CMU Binary Bomb meets Symbolic Execution and Radare
Symbolic execution has been a topic I have been meaning to jump into for a few months. Today we will look at how to apply symbolic execution to the Carnegie Melon Binary Bomb lab.
This entire writeup was performed in my Vagrant CTF VM EpicTreasure, which comes prepackaged with the tools necessary.
Symbolic Execution?
For those unfamiliar with symbolic execution, I will present a summary of the mechanics as we proceed in the writeup. For further insight, I highly recommend checking out the MIT lecture on the subject (For real, if you haven’t seen symbolic execution before, this will appear to be black magic. A little background goes a long way).
In the reversing space, symbolic execution allows us as reverse engineers to find a given path from Address A to Address B given a certain input. This is accomplished by converting this reversing problem to a SAT problem where we can apply SMT solvers to determine a correct input.
Problem at hand
Today we will tackle the CMU Binary Bomb, which presents a series of reverse engineering challenges in a single binary by which we have to determine the “password” for each level to proceed forward. We will begin with the second password as the first password was simply found with strings
in the binary.
Go, Go Gadget Radare!
Firing up the binary in radare2, we will quickly reach the function in question.
We begin by analyzing everything with aaa
.
A good first step is analyzing the identified functions with afl
. We can grep
for functions via the ~
operator on the command line to look for functions specific to each phase. We notice there is a function called phase_2
.
We proceed to seek
to our interesting function and then print the function contents with pdf
for [p]rint [d]issembly of [f]unction
.
This is a nice view for small functions, but large functions can be a bit difficult to traverse. With Radare’s Visual Mode VV
, we can see an ascii conditional flow graph.
In order for us to proceed with symbolic execution, the first step is to examine how the function is taking our data as input. The read_six_numbers
function looks interesting. With radare in Visual Mode, simply pressing ga
will jump to the read_six_numbers
function (g
for goto symbol
and the a
from the identified shortcut at 0x400f05
in the previous image).
The immediate function we recognize is the scanf
reading values using the %d %d %d %d %d %d
format string. This means we are looking for six 32-bit numbers as input to this function. To verify this assumption, we quickly drop into pwndbg
and break
just after the read_six_numbers
function and give a sample input of 1 2 3 4 5 6
as input.
Hitting the breakpoint, we examine what the stack looks like with hexdump $rsp
.
Our assumption was correct; we do see six 32-bit values on the stack. We will create six 32-bit symbolic values once we begin our script.

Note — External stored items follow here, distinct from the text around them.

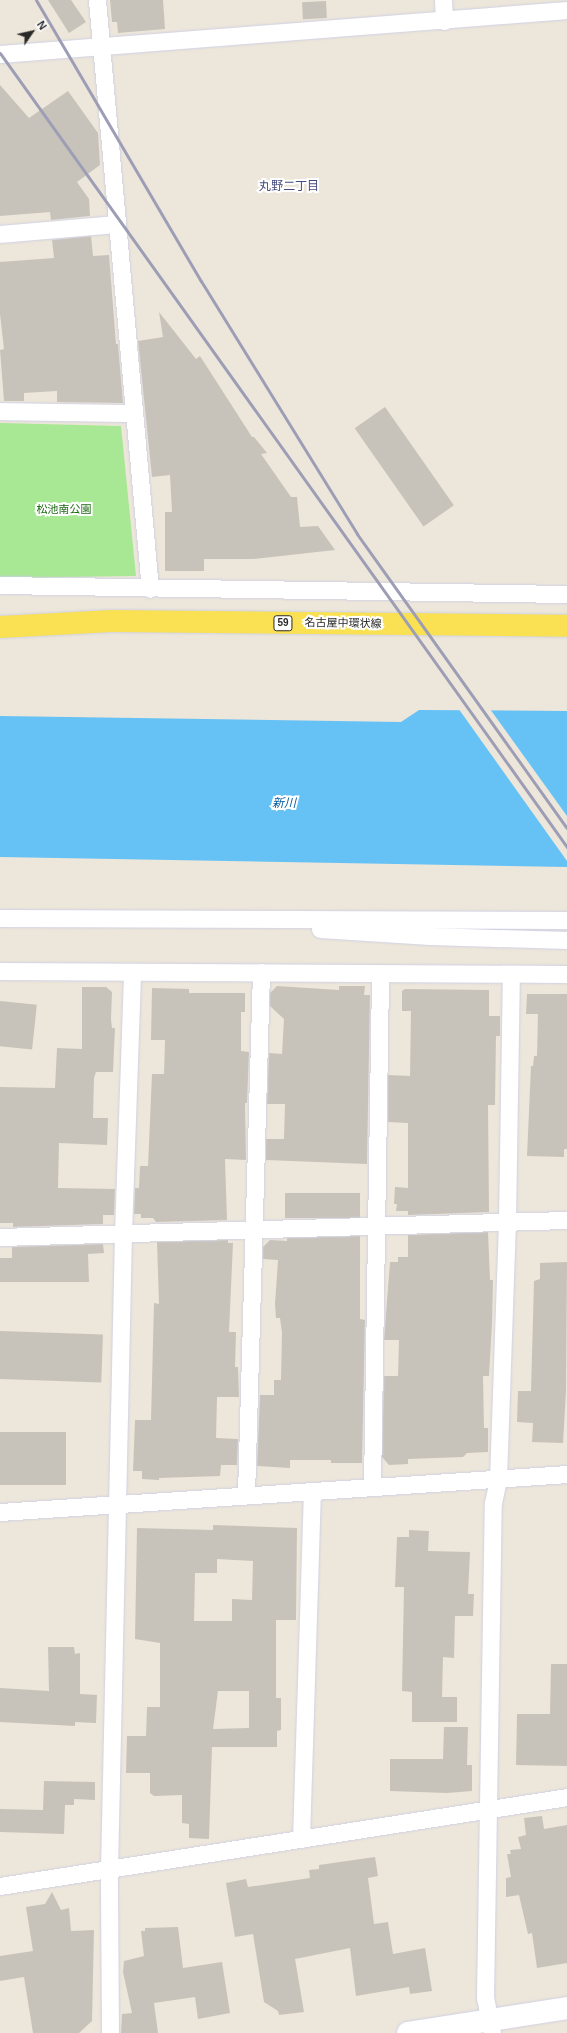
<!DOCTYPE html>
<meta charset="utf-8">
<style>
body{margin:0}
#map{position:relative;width:567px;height:2033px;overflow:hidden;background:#ede6da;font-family:Arial,"Noto Sans JP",sans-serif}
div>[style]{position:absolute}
.green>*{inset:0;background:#a8e793}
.water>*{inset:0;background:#66c2f5}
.pier>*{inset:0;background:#ede6da}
.building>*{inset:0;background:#c8c3ba;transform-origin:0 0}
.roads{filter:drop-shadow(0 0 1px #cfd1e3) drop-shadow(0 0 1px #cfd1e3)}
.street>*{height:17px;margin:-8.5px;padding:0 8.5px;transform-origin:8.5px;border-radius:8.5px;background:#fff}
.secondary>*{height:22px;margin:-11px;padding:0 11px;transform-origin:11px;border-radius:11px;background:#fff}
.primary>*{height:22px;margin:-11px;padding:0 11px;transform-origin:11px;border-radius:11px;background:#f9e153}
.rail>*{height:3px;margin:-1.5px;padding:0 1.5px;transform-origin:1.5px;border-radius:1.5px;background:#9d9eb5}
span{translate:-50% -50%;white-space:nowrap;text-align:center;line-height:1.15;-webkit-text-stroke:4px #fff;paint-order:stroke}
.shield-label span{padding:1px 3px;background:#fff;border:1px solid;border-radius:3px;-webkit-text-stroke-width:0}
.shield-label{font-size:10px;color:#292929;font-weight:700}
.park-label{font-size:11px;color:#1f6a15}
.street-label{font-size:11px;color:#292929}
.neighbourhood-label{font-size:12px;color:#474c7d}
.water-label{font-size:12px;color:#065da1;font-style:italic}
.north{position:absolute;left:12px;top:12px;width:40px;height:40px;-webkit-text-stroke:3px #fff;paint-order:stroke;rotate:56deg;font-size:11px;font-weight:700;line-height:16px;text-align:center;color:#292929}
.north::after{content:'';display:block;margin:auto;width:14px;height:18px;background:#292929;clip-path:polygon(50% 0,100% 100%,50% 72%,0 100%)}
</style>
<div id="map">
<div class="green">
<div style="clip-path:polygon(0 423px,121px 426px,136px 576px,0 578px)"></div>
</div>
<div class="water">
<div style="clip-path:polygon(419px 710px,567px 711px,567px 867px,0 857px,0 716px,401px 722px)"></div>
</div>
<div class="pier">
<div style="clip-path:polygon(458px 708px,490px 709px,567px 816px,567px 861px)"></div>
</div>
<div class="building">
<div style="clip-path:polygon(48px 0,71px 0,86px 22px,69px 33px)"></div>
<div style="clip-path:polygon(110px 0,163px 0,165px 29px,118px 33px,117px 22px,112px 22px)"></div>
<div style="left:326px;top:1px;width:17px;height:24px;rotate:87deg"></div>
<div style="clip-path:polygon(0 85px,29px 118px,68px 91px,98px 133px,100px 165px,77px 182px,89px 199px,90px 216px,51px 220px,50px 212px,0 216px)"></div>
<div style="clip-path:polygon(91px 236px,93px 256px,109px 255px,116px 344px,118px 344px,123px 403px,57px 402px,57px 391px,24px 393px,24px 401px,4px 401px,0 350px,4px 349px,0 314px,0 262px,54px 258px,52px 240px)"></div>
<div style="clip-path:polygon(159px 312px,196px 359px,200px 356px,252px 437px,254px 437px,267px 453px,261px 454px,291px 497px,297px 497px,300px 527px,318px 526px,335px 550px,253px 559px,204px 559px,204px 571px,165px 571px,165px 512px,172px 512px,170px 475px,152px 477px,138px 341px,163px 337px)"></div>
<div style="left:385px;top:407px;width:120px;height:37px;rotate:55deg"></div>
<div style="clip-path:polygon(277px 986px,339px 990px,339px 986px,365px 986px,364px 995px,370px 995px,367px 1164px,266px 1160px,266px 1139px,284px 1139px,285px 1104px,267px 1104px,269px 1053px,282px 1054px,284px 1019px,270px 1006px,270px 993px)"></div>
<div style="clip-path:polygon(82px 987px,106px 987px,112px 992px,111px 1019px,112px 1028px,115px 1028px,113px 1072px,96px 1072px,94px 1078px,93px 1118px,108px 1118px,107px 1145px,59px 1143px,58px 1188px,115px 1189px,114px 1215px,103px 1215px,103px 1224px,13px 1227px,13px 1223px,0 1223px,0 1087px,55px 1088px,57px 1048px,82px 1049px)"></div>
<div style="clip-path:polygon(152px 988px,189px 989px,189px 993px,245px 993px,245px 1012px,241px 1012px,241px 1051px,249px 1052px,247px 1103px,245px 1103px,246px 1160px,225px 1159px,227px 1220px,156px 1222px,153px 1218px,141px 1218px,141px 1214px,134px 1214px,135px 1188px,139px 1188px,140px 1166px,148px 1166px,152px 1074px,164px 1074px,165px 1040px,151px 1040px)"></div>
<div style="clip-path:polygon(405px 989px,489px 990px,489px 1016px,500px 1016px,500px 1036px,496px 1036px,495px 1105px,488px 1105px,489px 1212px,408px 1215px,408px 1211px,396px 1211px,397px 1204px,394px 1204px,395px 1187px,408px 1188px,408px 1123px,388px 1122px,388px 1075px,410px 1076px,411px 1011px,402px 1011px,402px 991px)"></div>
<div style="clip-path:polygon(527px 994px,567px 994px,567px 1149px,564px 1149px,564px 1157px,527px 1156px,531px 1066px,533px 1066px,534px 1056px,537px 1056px,538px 1014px,526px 1014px)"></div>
<div style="left:0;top:1001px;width:37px;height:45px;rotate:6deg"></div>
<div style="left:285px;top:1193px;width:75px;height:25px"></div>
<div style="clip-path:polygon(488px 1232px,490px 1280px,493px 1280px,492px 1324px,489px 1376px,483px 1376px,484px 1428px,488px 1428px,488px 1452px,467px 1453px,463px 1457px,408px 1459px,408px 1464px,389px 1465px,382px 1457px,384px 1376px,398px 1376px,399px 1340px,384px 1340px,390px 1262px,398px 1262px,398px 1257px,408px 1257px,408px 1235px)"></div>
<div style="clip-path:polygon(360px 1236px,360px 1319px,365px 1320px,362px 1463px,331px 1463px,331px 1460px,290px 1460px,290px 1468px,257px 1466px,260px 1395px,274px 1395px,274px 1380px,281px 1380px,282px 1333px,280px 1318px,276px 1318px,275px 1304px,278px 1260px,263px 1259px,263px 1247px,270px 1240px,287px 1241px,287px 1238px)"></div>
<div style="clip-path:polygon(228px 1240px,228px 1243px,233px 1243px,229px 1332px,236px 1332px,235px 1367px,238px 1367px,239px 1397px,217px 1397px,216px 1438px,238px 1439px,237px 1465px,221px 1465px,220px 1476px,159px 1478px,159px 1480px,142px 1479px,142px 1471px,133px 1471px,135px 1420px,151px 1420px,154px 1303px,159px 1304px,157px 1242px)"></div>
<div style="clip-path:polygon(103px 1244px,104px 1253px,88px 1254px,89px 1282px,0 1282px,0 1258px,12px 1258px,12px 1247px)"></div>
<div style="clip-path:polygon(567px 1262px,566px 1391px,563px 1443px,532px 1442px,533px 1423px,517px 1422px,518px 1391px,531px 1391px,534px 1281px,540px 1279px,540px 1263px)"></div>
<div style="left:0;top:1331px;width:103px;height:48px;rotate:2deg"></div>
<div style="left:66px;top:1432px;width:53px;height:66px;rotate:90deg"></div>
<div style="clip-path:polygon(evenodd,213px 1525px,297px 1528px,296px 1620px,276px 1620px,276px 1698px,281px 1698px,281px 1730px,277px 1731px,277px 1747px,212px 1747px,209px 1839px,189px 1838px,189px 1824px,182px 1823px,182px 1795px,154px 1796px,150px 1793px,150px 1773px,126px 1773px,127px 1736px,146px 1736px,147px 1707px,160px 1707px,160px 1643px,135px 1639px,137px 1528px,213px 1530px,213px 1525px,217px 1559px,253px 1561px,252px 1600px,232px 1599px,232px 1621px,194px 1621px,195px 1573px,217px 1573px,217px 1559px,213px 1525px,218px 1691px,249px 1691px,249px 1728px,213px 1729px,218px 1691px)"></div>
<div style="clip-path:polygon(409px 1530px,429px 1531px,428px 1551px,470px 1552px,468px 1594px,474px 1594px,473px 1616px,455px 1616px,454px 1658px,443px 1657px,442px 1697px,457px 1697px,457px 1722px,412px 1722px,412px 1692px,402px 1691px,404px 1587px,395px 1587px,397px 1537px,409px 1537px)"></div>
<div style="clip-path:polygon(48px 1647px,74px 1647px,75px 1654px,80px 1653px,80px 1694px,97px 1695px,96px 1723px,75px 1722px,75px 1726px,0 1722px,0 1688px,49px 1691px)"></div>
<div style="clip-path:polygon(551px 1664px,567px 1664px,567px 1766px,516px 1765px,517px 1714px,550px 1714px)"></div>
<div style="clip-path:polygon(444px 1727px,468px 1727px,467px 1765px,472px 1765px,472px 1791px,447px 1793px,390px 1791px,390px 1759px,443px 1759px)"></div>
<div style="clip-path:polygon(44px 1781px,95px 1782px,95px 1800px,74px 1799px,74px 1805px,65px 1805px,64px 1834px,0 1832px,0 1809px,43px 1810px)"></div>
<div style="clip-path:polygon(542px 1816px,544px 1829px,567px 1825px,567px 1963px,537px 1968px,532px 1933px,528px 1934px,519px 1895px,506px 1897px,506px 1878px,511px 1877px,507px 1854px,511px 1854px,510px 1850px,521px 1849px,518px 1837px,526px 1835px,524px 1818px)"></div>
<div style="clip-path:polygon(375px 1857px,378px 1876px,368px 1878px,374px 1924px,388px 1922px,393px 1954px,425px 1948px,432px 1991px,410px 1994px,409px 1987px,356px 1996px,350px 1948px,295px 1959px,304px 2012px,279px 2015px,278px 2011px,264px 2002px,253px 1934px,235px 1937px,226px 1883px,246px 1879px,248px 1887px,310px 1878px,309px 1870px,319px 1869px,319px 1865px)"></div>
<div style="clip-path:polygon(52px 1892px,61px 1910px,69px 1908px,71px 1931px,94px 1930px,92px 2021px,79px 2033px,33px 2033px,24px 1977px,0 1981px,0 1956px,33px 1951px,26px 1907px,45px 1904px)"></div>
<div style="clip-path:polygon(178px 1927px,183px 1968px,222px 1962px,230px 2013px,198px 2019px,195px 1997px,154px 2003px,158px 2033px,121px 2033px,122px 2014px,132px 2013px,123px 1972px,124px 1961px,144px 1956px,141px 1931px,145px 1931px,145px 1928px)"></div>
</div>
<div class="roads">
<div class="street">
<div style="left:97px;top:0;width:591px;rotate:84.86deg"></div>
<div style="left:443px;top:0;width:21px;rotate:87deg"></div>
<div style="left:0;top:54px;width:569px;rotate:-4.44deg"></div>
<div style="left:0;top:234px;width:117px;rotate:-4.9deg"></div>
<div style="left:0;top:411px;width:134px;rotate:0.9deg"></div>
<div style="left:0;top:585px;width:567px;rotate:0.91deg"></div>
<div style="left:0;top:918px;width:567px;rotate:0.2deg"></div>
<div style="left:320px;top:929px;width:110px;rotate:3.6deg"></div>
<div style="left:430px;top:936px;width:137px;rotate:1.7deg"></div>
<div style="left:0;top:971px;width:567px;rotate:0.3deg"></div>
<div style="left:0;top:1237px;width:567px;rotate:-1.72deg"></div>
<div style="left:372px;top:1487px;width:512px;rotate:-89.1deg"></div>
<div style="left:246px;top:1495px;width:523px;rotate:-88.36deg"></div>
<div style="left:0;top:1512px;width:568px;rotate:-3.83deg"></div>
<div style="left:301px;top:1839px;width:348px;rotate:-88.2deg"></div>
<div style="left:0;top:1886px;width:574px;rotate:-8.92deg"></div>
<div style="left:110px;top:2033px;width:163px;rotate:-90.4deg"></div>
<div style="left:109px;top:1870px;width:637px;rotate:-88.74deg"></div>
<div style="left:123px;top:1233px;width:261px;rotate:-88deg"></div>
<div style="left:492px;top:2033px;width:36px;rotate:-101deg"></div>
<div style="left:485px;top:1998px;width:495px;rotate:-89.1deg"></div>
<div style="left:493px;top:1503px;width:25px;rotate:-78deg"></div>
<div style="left:498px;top:1479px;width:257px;rotate:-88deg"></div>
<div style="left:507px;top:1222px;width:248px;rotate:-89.1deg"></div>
</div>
<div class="secondary">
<div style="left:408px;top:2033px;width:161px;rotate:-8.9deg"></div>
</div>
<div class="primary">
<div style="left:0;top:627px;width:112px;rotate:-3.1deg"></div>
<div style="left:112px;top:621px;width:455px;rotate:0.6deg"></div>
</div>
</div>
<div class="rail">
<div style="left:36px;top:0;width:326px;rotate:59.6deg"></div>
<div style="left:201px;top:281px;width:297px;rotate:58.3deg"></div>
<div style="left:357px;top:534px;width:361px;rotate:54.5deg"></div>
<div style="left:0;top:53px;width:976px;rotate:54.47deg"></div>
</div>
<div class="shield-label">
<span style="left:283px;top:623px">59</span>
</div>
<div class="park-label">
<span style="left:64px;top:509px">松池南公園</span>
</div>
<div class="street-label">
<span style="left:343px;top:623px;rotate:1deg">名古屋中環状線</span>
</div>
<div class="neighbourhood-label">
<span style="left:289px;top:187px">丸野二丁目</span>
</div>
<div class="water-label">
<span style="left:284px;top:804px">新川</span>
</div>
<div class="north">N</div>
</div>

The last piece of the puzzle that we need is to identify where we want to start execution, finish execution, and what part of execution we want to avoid. Let’s take a quick look at the overall function graph in radare (cycle through the modes with p
). We can see that there are two locations 0x400f10
and 0x400f20
that both call the explode_bomb
function.
Taking a quick look at this function, we see that it prints out a few strings telling us that we have blown up the bomb and then an exit
.
This is obviously the part of execution that we want to avoid.
With that being found, we have our entire roadmap for symbolic execution. We have how input is received by the function. Assuming that if we return from the phase_2
function and avoided the bomb_explode
function we have succeeded, we know our start/finish/avoid functions. Our 10,000 ft roadmap looks something like this.
Symbolic Execution
With the pieces of the golden cup in hand, let’s begin constructing the script to solve this puzzle without actually solving the puzzle ourselves.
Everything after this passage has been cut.